“Lembaga fatwa Masjid Istiqlal bakal mengadaptasi teknologi digital untuk memudahkan masyarakat dalam mendapat fatwa dari ulama kompeten dengan cara cepat dan akurat sesuai masalah yang diajukan.”
Jakarta – Masjid Istiqlal bakal bertransformasi menjadi lembaga fatwa yang inklusif untuk menjawab kebutuhan masyarakat Islam di tengah derasnya arus informasi seiring kemajuan teknologi digital.
Lembaga fatwa Masjid Istiqlal bakal mengadaptasi teknologi digital untuk memudahkan masyarakat dalam mendapat fatwa dari ulama kompeten dengan cara cepat dan akurat sesuai masalah yang diajukan.
Kepala Bidang Pendidikan dan Pelatihan Masjid Istiqlal, Dr. Mulawarman Hannase, Lc., MA.Hum. mengatakan Masjid Istiqlal telah menyiapkan infrastruktur digital dan sumber daya manusia (SDM) untuk mewujudkan lembaga fatwa ini.
Menurut dia, saat ini masyarakat membutuhkan jawaban dari ulama kompeten untuk persoalan keagamaan yang bersifat praktis dan aplikatif namun infrastruktur lembaga fatwa yang ada saat ini belum memenuhi kebutuhan itu.
“Persoalan keagamaan sekecil apapun bisa langsung dijawab oleh ahlinya jika kita mampu menyediakan infrastruktur digital yang baik. Saat ini lembaga fatwa di Indonesia belum ada yang seperti itu,” kata Dr. Mulawarman saat ditemui di kompleks Masjid Istiqlal, Jakarta, Rabu (22/1/2025).
Bila mengaca bagaimana lembaga fatwa di Mesir, lanjut dia, akses ke lembaga fatwa sangat mudah karena telah mengadaptasi teknologi digital. Masyarakat bisa mengadukan persoalan mereka hanya dengan telepon genggam.
“Lembaga fatwa di Mesir menyediakan hotline dan aplikasi yang dapat dirasakan langsung manfaatnya oleh masyarakat,” ucap dosen Middle East And Islamic Studies di Universitas Indonesia ini.
Dengan begitu, masyarakat merasa tenang karena mendapat jawaban dari lembaga fatwa kompeten yang tentu saja digarap oleh tenaga ahli dalam berbagai bidang ilmu keislaman.

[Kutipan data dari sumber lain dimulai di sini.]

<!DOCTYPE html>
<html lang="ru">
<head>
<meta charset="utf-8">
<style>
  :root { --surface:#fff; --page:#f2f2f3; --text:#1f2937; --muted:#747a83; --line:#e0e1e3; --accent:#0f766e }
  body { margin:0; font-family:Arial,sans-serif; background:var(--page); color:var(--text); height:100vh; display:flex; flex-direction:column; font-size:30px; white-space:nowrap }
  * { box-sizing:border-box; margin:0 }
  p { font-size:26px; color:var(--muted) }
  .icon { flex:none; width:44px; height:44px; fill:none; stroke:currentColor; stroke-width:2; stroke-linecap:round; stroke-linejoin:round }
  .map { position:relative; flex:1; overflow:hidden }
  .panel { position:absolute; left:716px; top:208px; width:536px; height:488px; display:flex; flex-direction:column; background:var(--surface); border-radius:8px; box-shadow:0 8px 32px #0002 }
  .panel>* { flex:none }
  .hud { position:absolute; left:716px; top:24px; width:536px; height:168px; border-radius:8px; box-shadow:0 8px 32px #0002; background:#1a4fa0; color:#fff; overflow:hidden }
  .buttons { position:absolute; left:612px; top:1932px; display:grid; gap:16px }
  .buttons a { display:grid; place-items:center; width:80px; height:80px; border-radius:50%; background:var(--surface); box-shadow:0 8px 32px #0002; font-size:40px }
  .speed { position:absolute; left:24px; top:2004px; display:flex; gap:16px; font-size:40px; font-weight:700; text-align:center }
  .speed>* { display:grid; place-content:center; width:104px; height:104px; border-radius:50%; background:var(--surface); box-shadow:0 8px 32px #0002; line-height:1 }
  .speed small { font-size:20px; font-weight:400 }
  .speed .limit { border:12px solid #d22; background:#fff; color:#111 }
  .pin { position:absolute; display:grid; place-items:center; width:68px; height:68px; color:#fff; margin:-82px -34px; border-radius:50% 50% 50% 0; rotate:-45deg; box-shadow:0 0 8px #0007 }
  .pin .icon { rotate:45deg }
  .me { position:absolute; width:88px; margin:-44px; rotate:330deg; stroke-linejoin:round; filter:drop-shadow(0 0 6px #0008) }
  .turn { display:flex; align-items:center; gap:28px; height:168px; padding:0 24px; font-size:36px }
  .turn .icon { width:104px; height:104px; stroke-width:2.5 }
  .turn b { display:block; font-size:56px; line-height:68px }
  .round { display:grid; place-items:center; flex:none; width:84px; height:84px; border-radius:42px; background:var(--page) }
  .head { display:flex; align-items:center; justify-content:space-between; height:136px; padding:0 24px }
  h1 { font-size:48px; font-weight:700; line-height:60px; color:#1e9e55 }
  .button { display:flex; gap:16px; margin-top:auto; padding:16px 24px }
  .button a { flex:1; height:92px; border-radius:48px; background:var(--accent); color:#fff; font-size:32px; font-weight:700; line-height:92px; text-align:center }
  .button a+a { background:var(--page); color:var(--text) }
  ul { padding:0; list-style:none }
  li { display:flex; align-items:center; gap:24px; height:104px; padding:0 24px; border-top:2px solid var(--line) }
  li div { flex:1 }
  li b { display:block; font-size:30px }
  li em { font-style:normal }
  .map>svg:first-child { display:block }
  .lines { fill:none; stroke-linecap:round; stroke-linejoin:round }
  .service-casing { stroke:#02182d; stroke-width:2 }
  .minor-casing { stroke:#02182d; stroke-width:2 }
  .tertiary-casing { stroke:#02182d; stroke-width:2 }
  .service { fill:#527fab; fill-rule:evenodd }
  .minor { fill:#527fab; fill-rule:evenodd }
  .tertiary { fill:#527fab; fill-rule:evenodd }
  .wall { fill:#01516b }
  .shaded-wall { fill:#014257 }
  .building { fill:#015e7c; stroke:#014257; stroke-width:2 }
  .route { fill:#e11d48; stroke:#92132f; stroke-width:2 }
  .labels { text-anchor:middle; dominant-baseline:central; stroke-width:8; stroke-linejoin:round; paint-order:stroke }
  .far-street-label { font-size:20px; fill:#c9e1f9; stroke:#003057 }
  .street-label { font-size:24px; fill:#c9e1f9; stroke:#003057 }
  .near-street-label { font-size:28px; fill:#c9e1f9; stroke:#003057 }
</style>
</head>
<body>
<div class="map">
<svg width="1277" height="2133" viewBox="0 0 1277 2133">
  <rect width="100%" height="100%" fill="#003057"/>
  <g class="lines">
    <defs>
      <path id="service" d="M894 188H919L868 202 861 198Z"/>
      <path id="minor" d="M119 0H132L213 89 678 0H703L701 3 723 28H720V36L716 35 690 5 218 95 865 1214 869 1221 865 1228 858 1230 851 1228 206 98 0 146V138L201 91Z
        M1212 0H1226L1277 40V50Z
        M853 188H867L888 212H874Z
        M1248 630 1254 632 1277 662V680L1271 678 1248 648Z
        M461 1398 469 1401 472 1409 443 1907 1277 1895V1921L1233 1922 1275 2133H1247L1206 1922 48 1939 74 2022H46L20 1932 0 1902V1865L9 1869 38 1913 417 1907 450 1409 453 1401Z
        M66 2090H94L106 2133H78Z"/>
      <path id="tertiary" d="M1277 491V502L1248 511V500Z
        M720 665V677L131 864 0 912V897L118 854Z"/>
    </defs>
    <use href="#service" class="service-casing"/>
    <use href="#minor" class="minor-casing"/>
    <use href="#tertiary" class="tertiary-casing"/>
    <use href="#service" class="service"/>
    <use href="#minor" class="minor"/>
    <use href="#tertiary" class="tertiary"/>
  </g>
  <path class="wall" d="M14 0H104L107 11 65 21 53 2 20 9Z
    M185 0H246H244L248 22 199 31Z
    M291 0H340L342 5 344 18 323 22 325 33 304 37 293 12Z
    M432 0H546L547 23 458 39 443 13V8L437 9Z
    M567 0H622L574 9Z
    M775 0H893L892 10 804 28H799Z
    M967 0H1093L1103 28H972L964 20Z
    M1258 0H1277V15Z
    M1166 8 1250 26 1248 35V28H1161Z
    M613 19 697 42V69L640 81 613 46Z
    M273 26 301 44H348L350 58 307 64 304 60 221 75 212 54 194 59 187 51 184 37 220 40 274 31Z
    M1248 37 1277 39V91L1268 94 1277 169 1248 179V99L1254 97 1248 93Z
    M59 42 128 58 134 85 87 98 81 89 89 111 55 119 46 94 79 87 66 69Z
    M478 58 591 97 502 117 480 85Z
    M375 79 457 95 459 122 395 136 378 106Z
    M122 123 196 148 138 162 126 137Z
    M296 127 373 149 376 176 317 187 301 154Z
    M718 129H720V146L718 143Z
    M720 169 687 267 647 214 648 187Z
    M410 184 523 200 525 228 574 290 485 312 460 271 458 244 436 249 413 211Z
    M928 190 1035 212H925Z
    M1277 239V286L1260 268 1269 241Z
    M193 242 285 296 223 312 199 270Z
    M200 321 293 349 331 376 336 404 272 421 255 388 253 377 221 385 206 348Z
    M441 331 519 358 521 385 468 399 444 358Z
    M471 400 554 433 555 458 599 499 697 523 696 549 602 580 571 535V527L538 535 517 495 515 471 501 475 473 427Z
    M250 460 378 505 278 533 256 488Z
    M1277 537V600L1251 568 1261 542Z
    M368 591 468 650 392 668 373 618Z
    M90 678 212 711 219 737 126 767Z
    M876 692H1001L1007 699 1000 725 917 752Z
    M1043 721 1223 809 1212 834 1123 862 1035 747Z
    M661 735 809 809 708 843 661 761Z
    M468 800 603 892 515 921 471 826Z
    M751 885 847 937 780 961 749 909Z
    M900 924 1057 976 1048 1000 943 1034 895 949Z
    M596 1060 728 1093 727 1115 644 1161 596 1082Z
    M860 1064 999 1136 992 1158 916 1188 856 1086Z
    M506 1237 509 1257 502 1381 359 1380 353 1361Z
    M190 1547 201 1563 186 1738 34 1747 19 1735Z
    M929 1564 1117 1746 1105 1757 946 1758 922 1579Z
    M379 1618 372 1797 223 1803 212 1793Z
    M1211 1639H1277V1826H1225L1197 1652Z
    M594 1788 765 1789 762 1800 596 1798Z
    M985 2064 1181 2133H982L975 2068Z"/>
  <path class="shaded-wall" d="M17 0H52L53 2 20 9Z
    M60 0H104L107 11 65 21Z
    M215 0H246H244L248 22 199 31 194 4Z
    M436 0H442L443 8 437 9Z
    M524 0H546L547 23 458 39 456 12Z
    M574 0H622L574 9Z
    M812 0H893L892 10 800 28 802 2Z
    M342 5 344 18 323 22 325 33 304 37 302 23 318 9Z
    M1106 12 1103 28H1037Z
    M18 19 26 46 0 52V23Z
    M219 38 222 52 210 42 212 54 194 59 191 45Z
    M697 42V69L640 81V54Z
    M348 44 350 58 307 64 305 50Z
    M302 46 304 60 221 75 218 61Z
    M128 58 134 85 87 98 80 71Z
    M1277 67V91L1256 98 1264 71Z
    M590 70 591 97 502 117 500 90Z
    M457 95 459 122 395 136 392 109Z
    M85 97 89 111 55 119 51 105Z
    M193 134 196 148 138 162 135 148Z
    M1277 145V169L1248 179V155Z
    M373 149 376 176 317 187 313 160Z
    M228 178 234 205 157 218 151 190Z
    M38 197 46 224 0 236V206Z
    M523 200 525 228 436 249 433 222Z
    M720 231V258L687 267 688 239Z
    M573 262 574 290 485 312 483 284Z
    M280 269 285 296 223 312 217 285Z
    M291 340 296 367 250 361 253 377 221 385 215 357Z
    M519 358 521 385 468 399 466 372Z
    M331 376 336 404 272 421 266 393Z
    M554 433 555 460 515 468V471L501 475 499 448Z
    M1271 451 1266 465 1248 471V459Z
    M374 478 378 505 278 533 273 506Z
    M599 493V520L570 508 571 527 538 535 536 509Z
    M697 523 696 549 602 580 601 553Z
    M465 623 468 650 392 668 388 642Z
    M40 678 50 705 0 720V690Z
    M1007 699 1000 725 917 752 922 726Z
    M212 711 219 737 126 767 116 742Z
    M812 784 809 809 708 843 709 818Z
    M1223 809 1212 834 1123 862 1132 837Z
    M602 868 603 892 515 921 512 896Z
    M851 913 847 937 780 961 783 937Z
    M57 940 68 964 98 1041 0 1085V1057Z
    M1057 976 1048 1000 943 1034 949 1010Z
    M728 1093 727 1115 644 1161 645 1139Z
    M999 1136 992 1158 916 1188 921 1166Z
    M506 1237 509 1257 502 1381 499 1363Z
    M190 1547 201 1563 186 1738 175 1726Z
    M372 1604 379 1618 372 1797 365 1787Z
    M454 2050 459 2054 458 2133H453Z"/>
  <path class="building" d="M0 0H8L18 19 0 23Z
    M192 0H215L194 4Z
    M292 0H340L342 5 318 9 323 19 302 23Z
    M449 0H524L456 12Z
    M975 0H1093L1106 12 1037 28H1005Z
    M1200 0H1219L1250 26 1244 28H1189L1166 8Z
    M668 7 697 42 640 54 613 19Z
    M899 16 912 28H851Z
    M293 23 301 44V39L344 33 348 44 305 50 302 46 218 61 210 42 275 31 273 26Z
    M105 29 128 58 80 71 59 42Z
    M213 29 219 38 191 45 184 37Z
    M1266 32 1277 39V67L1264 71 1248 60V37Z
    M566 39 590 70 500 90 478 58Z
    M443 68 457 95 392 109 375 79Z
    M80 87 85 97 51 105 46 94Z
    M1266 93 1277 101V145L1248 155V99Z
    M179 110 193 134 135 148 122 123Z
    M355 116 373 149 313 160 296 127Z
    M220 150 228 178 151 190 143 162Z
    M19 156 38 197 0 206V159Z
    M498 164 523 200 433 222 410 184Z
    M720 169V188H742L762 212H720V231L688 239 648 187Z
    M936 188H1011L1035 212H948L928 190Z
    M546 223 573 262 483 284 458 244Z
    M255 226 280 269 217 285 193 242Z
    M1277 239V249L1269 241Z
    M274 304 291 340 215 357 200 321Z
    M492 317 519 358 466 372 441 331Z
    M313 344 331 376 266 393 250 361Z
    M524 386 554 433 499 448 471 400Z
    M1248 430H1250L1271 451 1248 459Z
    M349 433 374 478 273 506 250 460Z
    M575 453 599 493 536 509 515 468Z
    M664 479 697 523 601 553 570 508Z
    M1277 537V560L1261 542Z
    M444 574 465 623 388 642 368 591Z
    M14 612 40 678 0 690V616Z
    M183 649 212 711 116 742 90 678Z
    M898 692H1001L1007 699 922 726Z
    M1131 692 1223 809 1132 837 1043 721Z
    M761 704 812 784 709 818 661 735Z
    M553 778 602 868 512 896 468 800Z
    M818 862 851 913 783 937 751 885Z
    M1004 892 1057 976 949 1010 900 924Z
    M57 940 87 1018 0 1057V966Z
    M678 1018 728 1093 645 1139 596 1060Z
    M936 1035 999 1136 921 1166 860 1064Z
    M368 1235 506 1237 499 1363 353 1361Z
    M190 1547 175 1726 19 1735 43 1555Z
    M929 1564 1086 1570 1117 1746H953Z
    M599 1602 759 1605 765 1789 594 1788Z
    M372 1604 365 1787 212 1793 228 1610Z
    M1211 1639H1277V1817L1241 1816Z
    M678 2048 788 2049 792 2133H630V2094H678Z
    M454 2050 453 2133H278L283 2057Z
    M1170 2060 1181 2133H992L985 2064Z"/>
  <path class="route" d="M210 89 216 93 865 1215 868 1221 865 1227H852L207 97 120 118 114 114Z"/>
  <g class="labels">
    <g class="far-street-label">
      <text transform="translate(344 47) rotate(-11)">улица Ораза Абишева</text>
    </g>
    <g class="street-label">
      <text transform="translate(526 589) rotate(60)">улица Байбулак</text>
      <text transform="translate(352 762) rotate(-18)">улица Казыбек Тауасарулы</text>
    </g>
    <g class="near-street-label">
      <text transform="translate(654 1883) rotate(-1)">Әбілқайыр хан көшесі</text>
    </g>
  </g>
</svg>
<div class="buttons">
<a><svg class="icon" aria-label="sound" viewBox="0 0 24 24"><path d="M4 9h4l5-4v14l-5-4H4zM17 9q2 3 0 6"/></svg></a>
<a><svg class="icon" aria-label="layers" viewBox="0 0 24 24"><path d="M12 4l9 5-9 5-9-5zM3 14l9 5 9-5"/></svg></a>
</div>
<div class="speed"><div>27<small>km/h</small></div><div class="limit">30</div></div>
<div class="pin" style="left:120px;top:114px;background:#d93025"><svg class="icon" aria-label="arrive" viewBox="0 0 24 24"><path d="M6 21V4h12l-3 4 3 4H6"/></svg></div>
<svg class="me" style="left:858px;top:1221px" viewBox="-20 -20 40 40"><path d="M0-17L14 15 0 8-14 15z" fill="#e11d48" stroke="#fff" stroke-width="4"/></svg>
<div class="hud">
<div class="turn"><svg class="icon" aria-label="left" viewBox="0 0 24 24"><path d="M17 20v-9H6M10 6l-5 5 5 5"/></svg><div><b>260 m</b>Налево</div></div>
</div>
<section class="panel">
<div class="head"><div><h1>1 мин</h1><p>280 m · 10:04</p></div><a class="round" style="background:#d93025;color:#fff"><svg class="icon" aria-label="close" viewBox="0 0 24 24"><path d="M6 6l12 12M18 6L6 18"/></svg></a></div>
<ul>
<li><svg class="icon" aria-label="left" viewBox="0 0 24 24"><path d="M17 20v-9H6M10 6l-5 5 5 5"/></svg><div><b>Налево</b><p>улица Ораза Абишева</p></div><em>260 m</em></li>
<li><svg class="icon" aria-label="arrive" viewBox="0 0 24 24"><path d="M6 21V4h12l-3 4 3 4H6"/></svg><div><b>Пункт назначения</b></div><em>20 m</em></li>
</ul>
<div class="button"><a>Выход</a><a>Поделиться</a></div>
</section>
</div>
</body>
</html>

Sehingga masyarakat punya pijakan hukum yang sah sesuai syariat agama.
Alumni Universitas Al Azhar Mesir ini menegaskan bahwa fatwa harus mudah diakses oleh masyarakat karena mereka berhak mendapat informasi hukum yang valid dari para ahli yang memang bergelut di bidang agama.
“Jangan sampai masyarakat mendapat informasi keagamaan dari lembaga yang tidak kompeten, apalagi hanya dari media sosial yang memang saat ini laju informasinya semakin disruptif,” ungkapnya.
Lebih lanjut, Dr Mulawarman menyinggung perkembangan kecerdasan buatan (artificial intelligence/AI) yang saat ini mulai digunakan masyarakat untuk mendapat informasi keagamaan.
“Penggunaan AI dapat menjadi berkah jika digunakan dengan baik, tetapi juga bisa menjadi musibah kalau digunakan tanpa pengawasan ahli. Kita bisa lihat bagaimana AI menjawab persoalan agama saat ini,” ucap dia.
AI itu menjawab persoalan atas tulisan yang beredar di internet. Mengumpulkan data yang ada, paling banyak, dan paling relevan menurut standar algoritma masing-masing penyedia layanan AI.
“Bayangkan jika informasi yang dianggap kredibel menurut algoritma AI itu bersifat ekstrem dan radikal, maka akan menjadi informasi yang menyesatkan,” katanya.
Untuk itu, pihaknya mengajak kepada masyarakat agar berhati-hati dalam menggunakan AI untuk menjawab persoalan-persoalan keagamaan, terlebih pada persoalan yang bersifat ushuli atau mendasar.
“Lembaga fatwa Masjid Istiqlal telah mengantisipasi persoalan itu dengan mengaplikasikan AI dalam aplikasi aduan yang akan segera diluncurkan. Semoga ini menjadi jawaban atas persoalan zaman yang terus berubah,” pungkasnya.